Your goal: Reproduce the entire listing exactly. Leave the pictures out.
┌────────
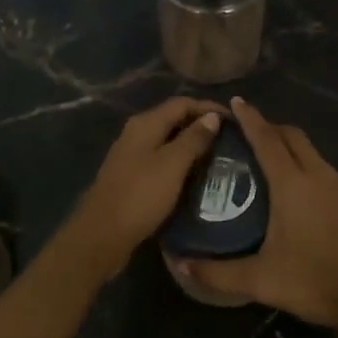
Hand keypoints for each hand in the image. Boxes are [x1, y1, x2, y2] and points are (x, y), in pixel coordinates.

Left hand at [59, 97, 225, 279]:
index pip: (182, 103)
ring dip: (192, 146)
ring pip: (168, 142)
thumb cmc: (141, 196)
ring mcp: (132, 156)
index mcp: (145, 124)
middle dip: (202, 126)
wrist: (103, 234)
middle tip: (230, 140)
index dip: (209, 108)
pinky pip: (161, 161)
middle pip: (173, 120)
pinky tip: (195, 176)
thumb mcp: (172, 165)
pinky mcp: (132, 176)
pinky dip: (180, 163)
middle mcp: (136, 133)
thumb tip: (212, 116)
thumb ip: (193, 139)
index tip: (235, 121)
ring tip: (218, 157)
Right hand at [175, 99, 337, 335]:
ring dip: (290, 149)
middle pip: (293, 137)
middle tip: (247, 135)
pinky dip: (307, 168)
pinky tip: (298, 193)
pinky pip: (326, 172)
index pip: (267, 139)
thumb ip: (218, 272)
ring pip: (312, 153)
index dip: (250, 119)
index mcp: (293, 185)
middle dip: (271, 128)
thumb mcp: (261, 280)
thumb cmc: (314, 282)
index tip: (235, 103)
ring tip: (269, 163)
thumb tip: (181, 265)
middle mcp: (319, 176)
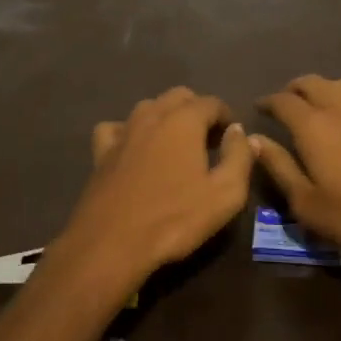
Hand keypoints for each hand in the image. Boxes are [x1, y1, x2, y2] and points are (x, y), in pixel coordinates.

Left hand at [51, 86, 253, 299]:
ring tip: (176, 144)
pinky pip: (116, 127)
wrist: (111, 244)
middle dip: (198, 110)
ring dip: (166, 117)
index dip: (227, 117)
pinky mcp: (101, 152)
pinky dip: (129, 131)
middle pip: (179, 96)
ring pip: (148, 107)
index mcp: (184, 120)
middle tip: (208, 140)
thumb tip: (240, 132)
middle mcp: (152, 115)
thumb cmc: (174, 219)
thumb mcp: (225, 194)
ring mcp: (123, 131)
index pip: (212, 102)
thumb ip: (239, 157)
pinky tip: (134, 149)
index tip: (233, 139)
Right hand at [253, 75, 340, 289]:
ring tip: (312, 95)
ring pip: (339, 83)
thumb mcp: (306, 202)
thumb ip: (279, 167)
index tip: (258, 108)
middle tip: (283, 102)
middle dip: (293, 88)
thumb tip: (253, 139)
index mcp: (311, 127)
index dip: (268, 102)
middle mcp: (338, 110)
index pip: (283, 102)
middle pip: (311, 84)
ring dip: (322, 84)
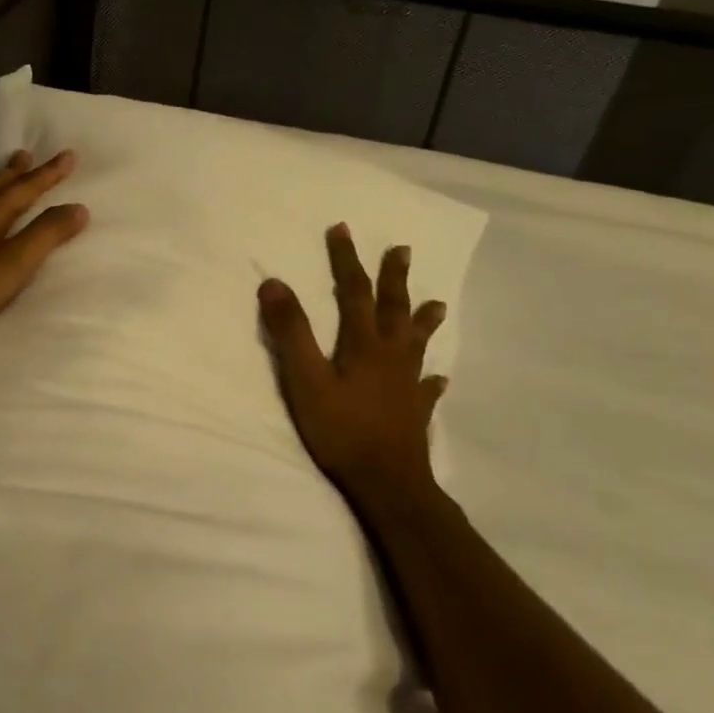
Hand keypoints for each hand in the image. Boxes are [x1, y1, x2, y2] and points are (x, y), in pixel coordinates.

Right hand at [258, 227, 447, 500]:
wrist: (387, 483)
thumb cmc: (341, 429)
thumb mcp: (305, 378)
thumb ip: (290, 331)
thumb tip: (273, 283)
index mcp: (363, 344)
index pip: (354, 291)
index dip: (347, 259)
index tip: (342, 229)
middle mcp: (391, 356)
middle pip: (393, 308)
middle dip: (394, 277)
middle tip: (402, 250)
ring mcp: (407, 384)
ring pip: (417, 343)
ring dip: (423, 319)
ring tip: (437, 303)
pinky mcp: (415, 412)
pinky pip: (427, 388)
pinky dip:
└────────
Reply:
Hand keypoints for each hand in the image. Boxes are [x1, y1, x2, y2] and points are (x, y), in pixel coordinates.

Left hand at [59, 97, 225, 279]:
index pip: (182, 103)
ring dip: (192, 146)
ring pip: (168, 142)
thumb cmc: (141, 196)
ring mcp: (132, 156)
index mcp: (145, 124)
middle dip: (202, 126)
wrist: (103, 234)
middle tip: (230, 140)
index dip: (209, 108)
pinky pip: (161, 161)
middle pip: (173, 120)
pinky tip: (195, 176)
thumb mcp: (172, 165)
pinky mcp: (132, 176)
pinky dip: (180, 163)
middle mcp: (136, 133)
thumb tip: (212, 116)
thumb ip: (193, 139)
index tip: (235, 121)
ring tip: (218, 157)
Right hand at [175, 99, 337, 335]:
ring dip: (290, 149)
middle pip: (293, 137)
middle tip: (247, 135)
pinky dip: (307, 168)
pinky tip: (298, 193)
pinky pip: (326, 172)
index pip: (267, 139)
thumb ip: (218, 272)
ring pip: (312, 153)
index dip: (250, 119)
index mcp: (293, 185)
middle dip: (271, 128)
thumb mcp: (261, 280)
thumb cmc: (314, 282)
index tip: (235, 103)
ring tip: (269, 163)
thumb tip: (181, 265)
middle mcp: (319, 176)
Hand keypoints for each hand in the image. Boxes are [x1, y1, x2, y2] and points are (x, y), in pixel coordinates.

Left hand at [51, 86, 253, 299]:
ring tip: (176, 144)
pinky pip: (116, 127)
wrist: (111, 244)
middle dip: (198, 110)
ring dip: (166, 117)
index dip: (227, 117)
pinky mcp: (101, 152)
pinky dip: (129, 131)
middle pip: (179, 96)
ring pip: (148, 107)
index mcp: (184, 120)
middle tip: (208, 140)
thumb tip: (240, 132)
middle mcp: (152, 115)
thumb cmc: (174, 219)
thumb mcp: (225, 194)
ring mcp: (123, 131)
index pip: (212, 102)
thumb ip: (239, 157)
pinky tip: (134, 149)
index tip: (233, 139)
Right hand at [253, 75, 340, 289]:
ring tip: (312, 95)
ring pip: (339, 83)
thumb mcp: (306, 202)
thumb ip: (279, 167)
index tip: (258, 108)
middle tip: (283, 102)
middle dip: (293, 88)
thumb tip: (253, 139)
index mcp: (311, 127)
index dip: (268, 102)
middle mcp: (338, 110)
index pip: (283, 102)
middle pip: (311, 84)
ring dip: (322, 84)
Hand keypoints for each hand in the image. Boxes are [x1, y1, x2, y2] and points are (x, y), in pixel coordinates.

Right hand at [258, 227, 447, 500]:
wrist: (387, 483)
thumb cmc: (341, 429)
thumb mcp: (305, 378)
thumb ip: (290, 331)
thumb tip: (273, 283)
index mcp: (363, 344)
index pip: (354, 291)
index dip: (347, 259)
index tip: (342, 229)
middle mcp: (391, 356)
middle pip: (393, 308)
middle dip: (394, 277)
middle tip: (402, 250)
ring mcp: (407, 384)
ring pip: (417, 343)
ring dip: (423, 319)
ring tip: (437, 303)
pinky mcp: (415, 412)
pinky pip: (427, 388)
pinky dip:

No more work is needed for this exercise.